| Task |
Please give the listing again, word for word, with nothing left out.

| Data for the task |
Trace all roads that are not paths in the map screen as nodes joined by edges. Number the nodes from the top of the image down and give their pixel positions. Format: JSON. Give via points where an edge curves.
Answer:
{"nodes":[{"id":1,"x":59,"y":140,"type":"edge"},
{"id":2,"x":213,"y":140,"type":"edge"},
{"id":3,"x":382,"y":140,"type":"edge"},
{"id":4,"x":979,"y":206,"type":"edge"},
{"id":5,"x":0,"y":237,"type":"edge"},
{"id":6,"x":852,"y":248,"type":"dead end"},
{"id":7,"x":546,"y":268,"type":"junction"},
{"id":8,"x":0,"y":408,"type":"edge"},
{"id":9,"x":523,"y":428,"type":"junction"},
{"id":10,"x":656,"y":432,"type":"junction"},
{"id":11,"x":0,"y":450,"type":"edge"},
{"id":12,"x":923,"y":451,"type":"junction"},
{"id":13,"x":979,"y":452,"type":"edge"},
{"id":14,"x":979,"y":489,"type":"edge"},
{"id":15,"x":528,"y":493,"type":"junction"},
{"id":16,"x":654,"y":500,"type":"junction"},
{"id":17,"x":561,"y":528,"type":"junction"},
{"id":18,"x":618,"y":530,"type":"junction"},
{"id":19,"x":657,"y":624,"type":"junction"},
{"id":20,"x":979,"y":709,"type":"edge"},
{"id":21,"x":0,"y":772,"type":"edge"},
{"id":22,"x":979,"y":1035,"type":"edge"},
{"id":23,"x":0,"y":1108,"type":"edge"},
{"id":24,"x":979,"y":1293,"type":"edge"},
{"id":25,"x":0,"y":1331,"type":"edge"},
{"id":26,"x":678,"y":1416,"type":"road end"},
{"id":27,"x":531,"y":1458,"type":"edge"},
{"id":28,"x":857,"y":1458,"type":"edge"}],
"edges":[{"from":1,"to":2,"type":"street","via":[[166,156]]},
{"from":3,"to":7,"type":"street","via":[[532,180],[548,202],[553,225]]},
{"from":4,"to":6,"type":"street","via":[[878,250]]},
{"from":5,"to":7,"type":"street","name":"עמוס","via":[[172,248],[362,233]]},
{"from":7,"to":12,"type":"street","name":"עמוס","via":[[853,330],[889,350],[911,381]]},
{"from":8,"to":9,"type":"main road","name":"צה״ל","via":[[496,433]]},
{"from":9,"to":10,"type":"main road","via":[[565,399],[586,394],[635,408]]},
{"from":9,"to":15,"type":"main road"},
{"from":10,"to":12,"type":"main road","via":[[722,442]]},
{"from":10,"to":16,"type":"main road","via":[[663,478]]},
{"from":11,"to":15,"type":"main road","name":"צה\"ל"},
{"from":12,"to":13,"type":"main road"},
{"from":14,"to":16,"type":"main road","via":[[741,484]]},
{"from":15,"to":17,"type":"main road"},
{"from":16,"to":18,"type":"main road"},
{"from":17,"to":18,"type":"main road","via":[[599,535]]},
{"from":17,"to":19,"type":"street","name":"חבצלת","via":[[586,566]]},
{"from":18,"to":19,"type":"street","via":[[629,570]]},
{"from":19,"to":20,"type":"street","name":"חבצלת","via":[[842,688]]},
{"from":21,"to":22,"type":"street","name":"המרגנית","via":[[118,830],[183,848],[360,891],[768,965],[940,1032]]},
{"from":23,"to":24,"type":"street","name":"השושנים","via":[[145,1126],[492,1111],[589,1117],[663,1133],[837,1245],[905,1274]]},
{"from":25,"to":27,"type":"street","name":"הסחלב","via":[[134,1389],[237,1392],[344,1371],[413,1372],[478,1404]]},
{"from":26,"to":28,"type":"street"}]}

| Response below |
Trace all roads that are not paths in the map screen as nodes joined by edges. Number the nodes from the top of the image down and give their pixel positions. Format: JSON. Give via points where an edge curves.
Answer:
{"nodes":[{"id":1,"x":59,"y":140,"type":"edge"},
{"id":2,"x":213,"y":140,"type":"edge"},
{"id":3,"x":382,"y":140,"type":"edge"},
{"id":4,"x":979,"y":206,"type":"edge"},
{"id":5,"x":0,"y":237,"type":"edge"},
{"id":6,"x":852,"y":248,"type":"dead end"},
{"id":7,"x":546,"y":268,"type":"junction"},
{"id":8,"x":0,"y":408,"type":"edge"},
{"id":9,"x":523,"y":428,"type":"junction"},
{"id":10,"x":656,"y":432,"type":"junction"},
{"id":11,"x":0,"y":450,"type":"edge"},
{"id":12,"x":923,"y":451,"type":"junction"},
{"id":13,"x":979,"y":452,"type":"edge"},
{"id":14,"x":979,"y":489,"type":"edge"},
{"id":15,"x":528,"y":493,"type":"junction"},
{"id":16,"x":654,"y":500,"type":"junction"},
{"id":17,"x":561,"y":528,"type":"junction"},
{"id":18,"x":618,"y":530,"type":"junction"},
{"id":19,"x":657,"y":624,"type":"junction"},
{"id":20,"x":979,"y":709,"type":"edge"},
{"id":21,"x":0,"y":772,"type":"edge"},
{"id":22,"x":979,"y":1035,"type":"edge"},
{"id":23,"x":0,"y":1108,"type":"edge"},
{"id":24,"x":979,"y":1293,"type":"edge"},
{"id":25,"x":0,"y":1331,"type":"edge"},
{"id":26,"x":678,"y":1416,"type":"road end"},
{"id":27,"x":531,"y":1458,"type":"edge"},
{"id":28,"x":857,"y":1458,"type":"edge"}],
"edges":[{"from":1,"to":2,"type":"street","via":[[166,156]]},
{"from":3,"to":7,"type":"street","via":[[532,180],[548,202],[553,225]]},
{"from":4,"to":6,"type":"street","via":[[878,250]]},
{"from":5,"to":7,"type":"street","name":"עמוס","via":[[172,248],[362,233]]},
{"from":7,"to":12,"type":"street","name":"עמוס","via":[[853,330],[889,350],[911,381]]},
{"from":8,"to":9,"type":"main road","name":"צה״ל","via":[[496,433]]},
{"from":9,"to":10,"type":"main road","via":[[565,399],[586,394],[635,408]]},
{"from":9,"to":15,"type":"main road"},
{"from":10,"to":12,"type":"main road","via":[[722,442]]},
{"from":10,"to":16,"type":"main road","via":[[663,478]]},
{"from":11,"to":15,"type":"main road","name":"צה\"ל"},
{"from":12,"to":13,"type":"main road"},
{"from":14,"to":16,"type":"main road","via":[[741,484]]},
{"from":15,"to":17,"type":"main road"},
{"from":16,"to":18,"type":"main road"},
{"from":17,"to":18,"type":"main road","via":[[599,535]]},
{"from":17,"to":19,"type":"street","name":"חבצלת","via":[[586,566]]},
{"from":18,"to":19,"type":"street","via":[[629,570]]},
{"from":19,"to":20,"type":"street","name":"חבצלת","via":[[842,688]]},
{"from":21,"to":22,"type":"street","name":"המרגנית","via":[[118,830],[183,848],[360,891],[768,965],[940,1032]]},
{"from":23,"to":24,"type":"street","name":"השושנים","via":[[145,1126],[492,1111],[589,1117],[663,1133],[837,1245],[905,1274]]},
{"from":25,"to":27,"type":"street","name":"הסחלב","via":[[134,1389],[237,1392],[344,1371],[413,1372],[478,1404]]},
{"from":26,"to":28,"type":"street"}]}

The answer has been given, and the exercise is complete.